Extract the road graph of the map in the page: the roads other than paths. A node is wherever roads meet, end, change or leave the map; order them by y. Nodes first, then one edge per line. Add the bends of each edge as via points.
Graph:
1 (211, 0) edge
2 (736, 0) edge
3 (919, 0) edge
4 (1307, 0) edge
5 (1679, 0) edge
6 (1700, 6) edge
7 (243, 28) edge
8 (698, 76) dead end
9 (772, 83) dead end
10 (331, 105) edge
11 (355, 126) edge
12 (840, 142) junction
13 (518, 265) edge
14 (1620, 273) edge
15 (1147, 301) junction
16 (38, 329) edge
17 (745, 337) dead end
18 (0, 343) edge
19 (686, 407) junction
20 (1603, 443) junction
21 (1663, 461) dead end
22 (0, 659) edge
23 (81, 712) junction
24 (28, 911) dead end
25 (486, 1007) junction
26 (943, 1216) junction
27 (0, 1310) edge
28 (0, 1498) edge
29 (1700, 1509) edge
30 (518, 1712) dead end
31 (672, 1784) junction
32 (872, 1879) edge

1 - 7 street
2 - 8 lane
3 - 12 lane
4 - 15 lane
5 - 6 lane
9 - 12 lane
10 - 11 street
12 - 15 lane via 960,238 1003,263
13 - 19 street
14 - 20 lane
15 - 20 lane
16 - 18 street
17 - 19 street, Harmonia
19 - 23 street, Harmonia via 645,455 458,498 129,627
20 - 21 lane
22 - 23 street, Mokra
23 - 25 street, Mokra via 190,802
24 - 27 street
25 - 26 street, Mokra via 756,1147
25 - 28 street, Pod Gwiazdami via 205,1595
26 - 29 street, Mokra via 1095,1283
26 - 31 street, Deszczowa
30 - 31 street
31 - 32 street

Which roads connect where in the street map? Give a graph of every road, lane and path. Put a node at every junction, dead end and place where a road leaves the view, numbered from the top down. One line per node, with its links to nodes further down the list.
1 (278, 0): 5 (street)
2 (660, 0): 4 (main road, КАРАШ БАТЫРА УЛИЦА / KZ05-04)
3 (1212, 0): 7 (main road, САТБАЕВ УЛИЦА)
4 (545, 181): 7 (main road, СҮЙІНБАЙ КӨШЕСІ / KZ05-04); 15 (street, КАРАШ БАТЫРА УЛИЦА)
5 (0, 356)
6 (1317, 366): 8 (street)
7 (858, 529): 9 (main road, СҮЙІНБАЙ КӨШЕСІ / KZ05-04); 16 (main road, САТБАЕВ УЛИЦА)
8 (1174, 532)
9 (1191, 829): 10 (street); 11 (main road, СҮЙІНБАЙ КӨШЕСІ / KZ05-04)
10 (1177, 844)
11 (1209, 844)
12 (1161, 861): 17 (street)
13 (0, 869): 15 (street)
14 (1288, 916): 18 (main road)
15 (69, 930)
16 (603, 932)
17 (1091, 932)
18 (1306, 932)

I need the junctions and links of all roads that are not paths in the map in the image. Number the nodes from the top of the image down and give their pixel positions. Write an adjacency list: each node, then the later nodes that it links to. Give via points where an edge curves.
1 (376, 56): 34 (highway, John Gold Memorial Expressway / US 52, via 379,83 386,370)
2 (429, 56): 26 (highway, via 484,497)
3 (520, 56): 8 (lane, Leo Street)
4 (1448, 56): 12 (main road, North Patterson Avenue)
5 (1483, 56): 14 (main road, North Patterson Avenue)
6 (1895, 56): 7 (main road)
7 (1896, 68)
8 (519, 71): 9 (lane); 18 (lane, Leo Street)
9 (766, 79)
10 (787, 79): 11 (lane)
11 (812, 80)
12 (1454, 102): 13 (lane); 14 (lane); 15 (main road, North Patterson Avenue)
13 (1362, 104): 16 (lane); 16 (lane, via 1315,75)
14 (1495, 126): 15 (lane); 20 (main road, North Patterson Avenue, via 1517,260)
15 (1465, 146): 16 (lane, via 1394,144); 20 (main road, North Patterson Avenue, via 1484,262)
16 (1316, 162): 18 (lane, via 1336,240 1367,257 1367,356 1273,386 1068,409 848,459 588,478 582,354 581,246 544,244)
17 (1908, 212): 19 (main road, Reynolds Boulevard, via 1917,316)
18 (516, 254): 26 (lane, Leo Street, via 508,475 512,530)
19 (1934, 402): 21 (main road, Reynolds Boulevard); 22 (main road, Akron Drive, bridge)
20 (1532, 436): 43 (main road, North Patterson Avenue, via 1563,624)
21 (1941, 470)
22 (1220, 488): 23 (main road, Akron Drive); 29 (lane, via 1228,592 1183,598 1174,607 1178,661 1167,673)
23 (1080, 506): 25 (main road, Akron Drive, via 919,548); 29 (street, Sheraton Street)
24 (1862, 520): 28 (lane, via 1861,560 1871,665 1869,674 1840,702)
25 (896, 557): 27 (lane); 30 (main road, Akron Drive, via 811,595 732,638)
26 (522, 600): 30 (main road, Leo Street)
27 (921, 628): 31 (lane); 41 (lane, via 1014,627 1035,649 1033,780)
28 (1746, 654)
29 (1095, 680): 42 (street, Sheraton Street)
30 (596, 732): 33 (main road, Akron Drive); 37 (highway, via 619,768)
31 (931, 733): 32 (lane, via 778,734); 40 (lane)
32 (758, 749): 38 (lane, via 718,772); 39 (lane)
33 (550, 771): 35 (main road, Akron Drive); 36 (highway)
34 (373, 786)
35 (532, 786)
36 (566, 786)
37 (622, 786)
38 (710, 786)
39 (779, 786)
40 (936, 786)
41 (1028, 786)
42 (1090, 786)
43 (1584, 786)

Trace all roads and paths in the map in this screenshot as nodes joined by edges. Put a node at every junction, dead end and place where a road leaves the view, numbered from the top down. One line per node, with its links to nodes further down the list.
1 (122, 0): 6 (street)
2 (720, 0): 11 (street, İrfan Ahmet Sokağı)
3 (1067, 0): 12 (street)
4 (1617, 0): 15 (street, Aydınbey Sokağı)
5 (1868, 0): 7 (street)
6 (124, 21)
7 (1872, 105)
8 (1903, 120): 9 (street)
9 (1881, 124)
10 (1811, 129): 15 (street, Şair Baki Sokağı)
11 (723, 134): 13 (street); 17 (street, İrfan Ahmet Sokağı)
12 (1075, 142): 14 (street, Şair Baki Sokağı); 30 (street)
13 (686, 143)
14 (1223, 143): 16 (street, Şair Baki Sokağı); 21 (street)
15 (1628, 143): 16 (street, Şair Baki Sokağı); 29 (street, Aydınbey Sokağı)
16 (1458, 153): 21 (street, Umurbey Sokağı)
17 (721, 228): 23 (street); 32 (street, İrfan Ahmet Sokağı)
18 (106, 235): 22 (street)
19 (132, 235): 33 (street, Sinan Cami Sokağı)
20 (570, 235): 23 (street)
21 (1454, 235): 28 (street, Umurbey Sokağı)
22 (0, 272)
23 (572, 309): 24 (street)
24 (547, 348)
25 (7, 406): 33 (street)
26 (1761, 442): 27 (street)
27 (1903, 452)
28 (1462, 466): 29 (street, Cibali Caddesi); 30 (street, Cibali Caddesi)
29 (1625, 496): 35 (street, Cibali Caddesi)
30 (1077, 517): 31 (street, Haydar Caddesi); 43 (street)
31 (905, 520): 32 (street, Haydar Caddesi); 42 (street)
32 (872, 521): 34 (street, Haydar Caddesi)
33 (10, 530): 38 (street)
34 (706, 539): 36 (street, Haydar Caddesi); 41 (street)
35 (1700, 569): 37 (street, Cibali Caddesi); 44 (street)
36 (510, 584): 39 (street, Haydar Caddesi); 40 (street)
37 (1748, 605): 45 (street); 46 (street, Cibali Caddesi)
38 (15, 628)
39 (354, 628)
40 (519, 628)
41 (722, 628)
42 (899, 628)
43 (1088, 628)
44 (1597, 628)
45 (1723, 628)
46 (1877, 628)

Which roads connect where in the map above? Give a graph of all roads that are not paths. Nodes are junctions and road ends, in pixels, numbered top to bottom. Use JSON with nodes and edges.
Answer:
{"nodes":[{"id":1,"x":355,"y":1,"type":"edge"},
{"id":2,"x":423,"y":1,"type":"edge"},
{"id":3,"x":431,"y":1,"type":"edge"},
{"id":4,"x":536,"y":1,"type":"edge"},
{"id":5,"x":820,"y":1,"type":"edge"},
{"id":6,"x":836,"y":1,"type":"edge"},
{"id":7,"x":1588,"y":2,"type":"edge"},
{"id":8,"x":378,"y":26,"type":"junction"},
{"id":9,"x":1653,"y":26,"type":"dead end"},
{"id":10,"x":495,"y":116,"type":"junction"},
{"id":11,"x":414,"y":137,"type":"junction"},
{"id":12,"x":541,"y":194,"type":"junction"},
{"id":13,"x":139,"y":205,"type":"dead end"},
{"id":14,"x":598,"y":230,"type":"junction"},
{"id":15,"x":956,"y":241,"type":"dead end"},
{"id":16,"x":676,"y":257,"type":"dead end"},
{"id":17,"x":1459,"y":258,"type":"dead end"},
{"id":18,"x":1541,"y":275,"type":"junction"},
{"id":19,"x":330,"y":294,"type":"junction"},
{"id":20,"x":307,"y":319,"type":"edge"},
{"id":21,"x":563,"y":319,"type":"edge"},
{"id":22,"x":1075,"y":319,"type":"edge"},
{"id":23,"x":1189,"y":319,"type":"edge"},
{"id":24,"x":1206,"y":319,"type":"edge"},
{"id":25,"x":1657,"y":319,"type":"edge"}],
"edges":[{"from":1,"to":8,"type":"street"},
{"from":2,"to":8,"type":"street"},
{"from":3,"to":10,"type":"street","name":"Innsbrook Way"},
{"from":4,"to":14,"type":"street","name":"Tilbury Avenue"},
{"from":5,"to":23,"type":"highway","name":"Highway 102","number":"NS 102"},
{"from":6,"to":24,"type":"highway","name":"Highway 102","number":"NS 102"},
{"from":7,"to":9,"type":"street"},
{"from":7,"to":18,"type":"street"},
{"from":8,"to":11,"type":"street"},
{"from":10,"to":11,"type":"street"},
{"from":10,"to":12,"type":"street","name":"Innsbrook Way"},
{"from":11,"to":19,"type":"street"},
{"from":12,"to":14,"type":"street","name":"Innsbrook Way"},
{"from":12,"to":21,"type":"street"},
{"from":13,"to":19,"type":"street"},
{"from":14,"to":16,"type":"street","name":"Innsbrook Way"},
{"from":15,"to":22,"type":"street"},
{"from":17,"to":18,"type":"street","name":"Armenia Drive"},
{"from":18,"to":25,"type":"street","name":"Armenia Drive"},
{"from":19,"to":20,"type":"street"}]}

-*-

Task brief: Match on "Cibali" and copy out every line of the entries that contains it.

Response box:
28 (1462, 466): 29 (street, Cibali Caddesi); 30 (street, Cibali Caddesi)
29 (1625, 496): 35 (street, Cibali Caddesi)
35 (1700, 569): 37 (street, Cibali Caddesi); 44 (street)
37 (1748, 605): 45 (street); 46 (street, Cibali Caddesi)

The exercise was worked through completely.